→ **Data for the task**:
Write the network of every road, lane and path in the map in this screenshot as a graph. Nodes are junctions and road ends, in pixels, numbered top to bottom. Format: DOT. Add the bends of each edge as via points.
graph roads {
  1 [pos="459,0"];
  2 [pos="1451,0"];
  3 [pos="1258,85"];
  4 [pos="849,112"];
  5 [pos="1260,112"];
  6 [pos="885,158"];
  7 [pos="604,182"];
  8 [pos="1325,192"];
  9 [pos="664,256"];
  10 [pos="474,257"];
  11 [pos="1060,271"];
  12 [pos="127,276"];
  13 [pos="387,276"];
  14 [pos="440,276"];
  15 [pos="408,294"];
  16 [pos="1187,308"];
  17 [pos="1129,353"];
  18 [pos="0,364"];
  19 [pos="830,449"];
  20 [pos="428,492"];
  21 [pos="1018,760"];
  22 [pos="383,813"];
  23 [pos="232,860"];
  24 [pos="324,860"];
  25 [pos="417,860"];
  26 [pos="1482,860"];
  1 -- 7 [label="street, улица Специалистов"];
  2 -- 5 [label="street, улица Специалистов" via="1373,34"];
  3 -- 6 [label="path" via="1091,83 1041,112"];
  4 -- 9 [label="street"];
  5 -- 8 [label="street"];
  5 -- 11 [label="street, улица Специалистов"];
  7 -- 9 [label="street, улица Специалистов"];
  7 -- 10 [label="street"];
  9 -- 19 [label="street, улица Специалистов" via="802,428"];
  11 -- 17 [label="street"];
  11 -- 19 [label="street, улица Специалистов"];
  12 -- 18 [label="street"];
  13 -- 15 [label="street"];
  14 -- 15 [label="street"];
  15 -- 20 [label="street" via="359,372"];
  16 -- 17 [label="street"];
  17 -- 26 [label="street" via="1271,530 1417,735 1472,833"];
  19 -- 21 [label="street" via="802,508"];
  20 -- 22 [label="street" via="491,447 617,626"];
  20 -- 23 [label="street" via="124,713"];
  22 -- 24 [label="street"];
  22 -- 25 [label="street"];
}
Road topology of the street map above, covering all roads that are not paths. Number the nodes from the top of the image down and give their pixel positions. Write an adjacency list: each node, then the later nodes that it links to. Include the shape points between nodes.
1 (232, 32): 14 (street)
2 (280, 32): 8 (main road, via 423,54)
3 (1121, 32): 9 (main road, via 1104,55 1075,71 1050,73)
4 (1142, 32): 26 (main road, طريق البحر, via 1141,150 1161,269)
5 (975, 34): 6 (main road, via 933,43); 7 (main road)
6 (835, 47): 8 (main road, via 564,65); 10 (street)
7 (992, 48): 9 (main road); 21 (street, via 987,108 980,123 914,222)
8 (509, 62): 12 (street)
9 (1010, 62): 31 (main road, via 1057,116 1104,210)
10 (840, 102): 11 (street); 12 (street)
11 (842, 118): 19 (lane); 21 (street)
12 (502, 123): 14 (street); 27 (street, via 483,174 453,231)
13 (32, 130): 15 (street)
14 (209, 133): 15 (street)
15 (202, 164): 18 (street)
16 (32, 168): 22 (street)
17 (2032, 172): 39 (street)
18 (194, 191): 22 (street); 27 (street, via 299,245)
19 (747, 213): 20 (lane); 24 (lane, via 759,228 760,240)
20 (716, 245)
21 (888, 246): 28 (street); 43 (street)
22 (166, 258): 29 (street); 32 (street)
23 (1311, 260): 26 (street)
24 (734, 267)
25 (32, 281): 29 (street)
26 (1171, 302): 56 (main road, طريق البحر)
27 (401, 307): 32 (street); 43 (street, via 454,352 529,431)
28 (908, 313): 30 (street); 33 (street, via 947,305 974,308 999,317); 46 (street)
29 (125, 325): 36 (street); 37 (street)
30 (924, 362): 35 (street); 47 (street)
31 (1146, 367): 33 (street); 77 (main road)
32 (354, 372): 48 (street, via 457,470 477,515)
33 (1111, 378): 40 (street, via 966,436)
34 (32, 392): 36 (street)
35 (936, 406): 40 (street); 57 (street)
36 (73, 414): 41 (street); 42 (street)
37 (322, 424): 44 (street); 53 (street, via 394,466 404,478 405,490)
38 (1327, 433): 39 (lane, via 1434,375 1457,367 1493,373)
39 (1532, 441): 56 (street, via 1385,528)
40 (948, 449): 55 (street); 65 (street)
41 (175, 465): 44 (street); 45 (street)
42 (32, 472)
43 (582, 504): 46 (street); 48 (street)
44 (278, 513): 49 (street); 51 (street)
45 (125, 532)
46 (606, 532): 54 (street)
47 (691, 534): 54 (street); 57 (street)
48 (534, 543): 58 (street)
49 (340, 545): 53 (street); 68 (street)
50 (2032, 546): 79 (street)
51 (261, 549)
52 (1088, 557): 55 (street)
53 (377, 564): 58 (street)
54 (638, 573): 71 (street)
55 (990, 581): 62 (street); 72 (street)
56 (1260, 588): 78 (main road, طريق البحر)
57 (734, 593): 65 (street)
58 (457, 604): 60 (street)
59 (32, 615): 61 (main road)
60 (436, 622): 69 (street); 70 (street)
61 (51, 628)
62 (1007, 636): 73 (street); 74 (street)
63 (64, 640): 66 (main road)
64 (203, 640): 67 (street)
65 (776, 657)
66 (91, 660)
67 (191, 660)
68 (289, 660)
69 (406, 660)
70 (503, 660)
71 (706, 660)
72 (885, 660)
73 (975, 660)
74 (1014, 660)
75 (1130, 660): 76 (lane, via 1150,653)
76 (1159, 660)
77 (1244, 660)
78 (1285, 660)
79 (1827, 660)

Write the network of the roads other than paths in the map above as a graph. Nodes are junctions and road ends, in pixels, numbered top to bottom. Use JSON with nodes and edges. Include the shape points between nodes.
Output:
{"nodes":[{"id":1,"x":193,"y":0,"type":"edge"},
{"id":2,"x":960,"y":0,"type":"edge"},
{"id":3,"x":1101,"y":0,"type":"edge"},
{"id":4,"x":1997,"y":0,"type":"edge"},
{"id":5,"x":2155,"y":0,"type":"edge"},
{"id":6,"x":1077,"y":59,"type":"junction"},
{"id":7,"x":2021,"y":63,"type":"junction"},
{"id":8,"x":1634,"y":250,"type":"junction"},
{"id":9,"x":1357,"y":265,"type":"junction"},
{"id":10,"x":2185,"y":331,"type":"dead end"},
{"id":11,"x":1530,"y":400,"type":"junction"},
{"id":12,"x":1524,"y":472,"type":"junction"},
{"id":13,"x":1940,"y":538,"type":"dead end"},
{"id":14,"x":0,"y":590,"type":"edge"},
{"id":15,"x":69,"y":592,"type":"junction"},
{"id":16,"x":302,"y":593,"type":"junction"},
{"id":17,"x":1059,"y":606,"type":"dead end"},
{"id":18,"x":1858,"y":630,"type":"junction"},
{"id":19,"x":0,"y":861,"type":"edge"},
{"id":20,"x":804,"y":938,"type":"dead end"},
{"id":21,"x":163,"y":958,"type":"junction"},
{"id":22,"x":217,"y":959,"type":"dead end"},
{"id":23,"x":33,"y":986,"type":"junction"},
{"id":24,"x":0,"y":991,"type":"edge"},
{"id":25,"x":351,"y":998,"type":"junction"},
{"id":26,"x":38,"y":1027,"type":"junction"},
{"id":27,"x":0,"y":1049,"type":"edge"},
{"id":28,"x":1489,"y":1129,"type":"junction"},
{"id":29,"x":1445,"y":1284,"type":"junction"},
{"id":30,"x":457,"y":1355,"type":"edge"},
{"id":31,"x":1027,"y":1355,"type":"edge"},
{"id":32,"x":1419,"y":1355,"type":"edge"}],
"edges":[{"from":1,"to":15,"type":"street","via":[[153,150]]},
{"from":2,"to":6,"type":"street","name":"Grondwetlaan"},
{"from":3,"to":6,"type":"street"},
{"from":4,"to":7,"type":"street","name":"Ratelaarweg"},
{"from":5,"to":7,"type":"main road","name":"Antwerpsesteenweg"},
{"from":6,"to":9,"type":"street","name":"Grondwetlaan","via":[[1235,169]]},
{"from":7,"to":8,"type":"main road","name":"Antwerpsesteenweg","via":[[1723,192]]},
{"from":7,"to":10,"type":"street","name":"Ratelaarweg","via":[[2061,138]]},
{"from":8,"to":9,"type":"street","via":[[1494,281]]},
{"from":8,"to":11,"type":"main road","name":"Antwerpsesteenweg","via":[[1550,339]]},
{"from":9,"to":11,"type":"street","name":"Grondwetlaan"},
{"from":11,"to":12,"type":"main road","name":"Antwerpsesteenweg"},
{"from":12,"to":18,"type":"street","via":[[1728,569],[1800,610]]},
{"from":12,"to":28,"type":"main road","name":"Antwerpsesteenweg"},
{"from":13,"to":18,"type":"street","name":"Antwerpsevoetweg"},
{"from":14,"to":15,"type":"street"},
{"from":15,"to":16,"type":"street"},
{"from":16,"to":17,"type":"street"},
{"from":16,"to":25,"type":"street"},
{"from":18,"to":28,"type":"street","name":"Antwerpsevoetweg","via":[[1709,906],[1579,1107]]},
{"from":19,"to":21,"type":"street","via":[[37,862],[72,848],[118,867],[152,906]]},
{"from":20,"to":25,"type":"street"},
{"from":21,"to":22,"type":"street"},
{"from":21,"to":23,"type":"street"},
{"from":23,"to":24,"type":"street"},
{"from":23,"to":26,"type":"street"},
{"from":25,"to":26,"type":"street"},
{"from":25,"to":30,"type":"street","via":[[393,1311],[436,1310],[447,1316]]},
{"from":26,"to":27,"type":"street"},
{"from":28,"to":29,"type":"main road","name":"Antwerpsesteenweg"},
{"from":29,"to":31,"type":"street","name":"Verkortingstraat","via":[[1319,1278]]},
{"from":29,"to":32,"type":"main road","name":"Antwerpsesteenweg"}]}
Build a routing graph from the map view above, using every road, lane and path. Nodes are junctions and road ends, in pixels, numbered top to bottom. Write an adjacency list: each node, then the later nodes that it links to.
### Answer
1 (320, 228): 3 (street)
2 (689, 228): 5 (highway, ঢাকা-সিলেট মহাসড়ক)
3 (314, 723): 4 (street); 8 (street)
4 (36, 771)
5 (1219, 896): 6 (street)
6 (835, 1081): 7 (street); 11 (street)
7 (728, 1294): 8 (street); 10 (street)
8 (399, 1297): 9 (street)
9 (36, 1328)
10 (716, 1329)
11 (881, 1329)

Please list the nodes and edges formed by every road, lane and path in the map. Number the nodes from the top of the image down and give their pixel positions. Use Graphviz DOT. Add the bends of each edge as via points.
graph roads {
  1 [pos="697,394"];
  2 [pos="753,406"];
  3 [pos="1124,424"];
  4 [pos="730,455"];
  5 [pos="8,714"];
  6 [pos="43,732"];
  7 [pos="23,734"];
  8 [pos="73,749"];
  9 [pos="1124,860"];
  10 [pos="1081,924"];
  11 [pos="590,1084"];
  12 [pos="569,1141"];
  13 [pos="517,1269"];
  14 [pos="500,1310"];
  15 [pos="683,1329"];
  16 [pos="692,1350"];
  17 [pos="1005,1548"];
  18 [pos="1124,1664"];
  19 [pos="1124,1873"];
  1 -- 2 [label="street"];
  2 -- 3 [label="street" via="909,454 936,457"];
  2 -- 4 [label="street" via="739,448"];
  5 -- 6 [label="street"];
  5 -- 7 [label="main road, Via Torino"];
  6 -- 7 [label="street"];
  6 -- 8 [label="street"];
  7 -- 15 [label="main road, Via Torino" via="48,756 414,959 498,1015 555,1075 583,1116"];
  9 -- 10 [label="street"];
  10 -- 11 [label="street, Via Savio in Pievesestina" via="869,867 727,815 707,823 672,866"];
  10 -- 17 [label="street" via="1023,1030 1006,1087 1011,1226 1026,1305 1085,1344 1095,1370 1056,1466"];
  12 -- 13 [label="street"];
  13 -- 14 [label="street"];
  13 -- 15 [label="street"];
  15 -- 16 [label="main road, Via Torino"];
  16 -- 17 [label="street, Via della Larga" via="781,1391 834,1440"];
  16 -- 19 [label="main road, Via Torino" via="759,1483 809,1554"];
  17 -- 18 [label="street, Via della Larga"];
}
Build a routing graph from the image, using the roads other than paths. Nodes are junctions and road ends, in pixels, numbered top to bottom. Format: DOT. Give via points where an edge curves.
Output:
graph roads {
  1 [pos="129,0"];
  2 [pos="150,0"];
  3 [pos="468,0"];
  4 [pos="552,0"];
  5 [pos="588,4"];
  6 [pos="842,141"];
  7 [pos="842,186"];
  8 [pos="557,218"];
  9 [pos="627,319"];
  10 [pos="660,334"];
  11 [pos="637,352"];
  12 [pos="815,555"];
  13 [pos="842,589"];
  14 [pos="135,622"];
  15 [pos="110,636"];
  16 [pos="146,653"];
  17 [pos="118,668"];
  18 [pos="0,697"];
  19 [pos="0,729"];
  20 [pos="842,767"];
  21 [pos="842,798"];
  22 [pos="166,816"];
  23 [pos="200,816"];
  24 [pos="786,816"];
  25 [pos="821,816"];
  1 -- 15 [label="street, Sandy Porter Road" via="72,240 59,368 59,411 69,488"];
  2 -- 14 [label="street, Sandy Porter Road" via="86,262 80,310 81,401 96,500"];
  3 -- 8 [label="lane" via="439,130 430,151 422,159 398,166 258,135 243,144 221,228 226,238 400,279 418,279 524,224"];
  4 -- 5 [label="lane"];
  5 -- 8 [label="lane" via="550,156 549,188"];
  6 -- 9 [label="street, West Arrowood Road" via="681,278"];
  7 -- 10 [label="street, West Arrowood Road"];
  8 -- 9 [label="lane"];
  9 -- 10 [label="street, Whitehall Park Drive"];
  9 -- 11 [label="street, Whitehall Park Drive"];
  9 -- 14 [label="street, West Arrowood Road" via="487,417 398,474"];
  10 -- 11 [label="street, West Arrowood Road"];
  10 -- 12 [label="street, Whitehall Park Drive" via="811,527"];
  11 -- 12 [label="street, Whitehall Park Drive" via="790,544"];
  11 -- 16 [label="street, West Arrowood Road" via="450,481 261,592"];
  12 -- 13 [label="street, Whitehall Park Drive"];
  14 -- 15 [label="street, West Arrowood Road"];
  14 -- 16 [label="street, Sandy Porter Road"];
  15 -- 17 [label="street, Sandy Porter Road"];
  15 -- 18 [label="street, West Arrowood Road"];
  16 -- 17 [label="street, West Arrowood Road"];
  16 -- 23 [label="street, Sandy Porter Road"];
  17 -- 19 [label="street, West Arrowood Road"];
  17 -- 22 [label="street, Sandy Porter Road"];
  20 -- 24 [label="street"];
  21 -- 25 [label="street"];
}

→ **Work to complete**: Could you copy each line of the material that holds "улица"?

→ **Solution to this problem**:
  1 -- 7 [label="street, улица Специалистов"];
  2 -- 5 [label="street, улица Специалистов" via="1373,34"];
  5 -- 11 [label="street, улица Специалистов"];
  7 -- 9 [label="street, улица Специалистов"];
  9 -- 19 [label="street, улица Специалистов" via="802,428"];
  11 -- 19 [label="street, улица Специалистов"];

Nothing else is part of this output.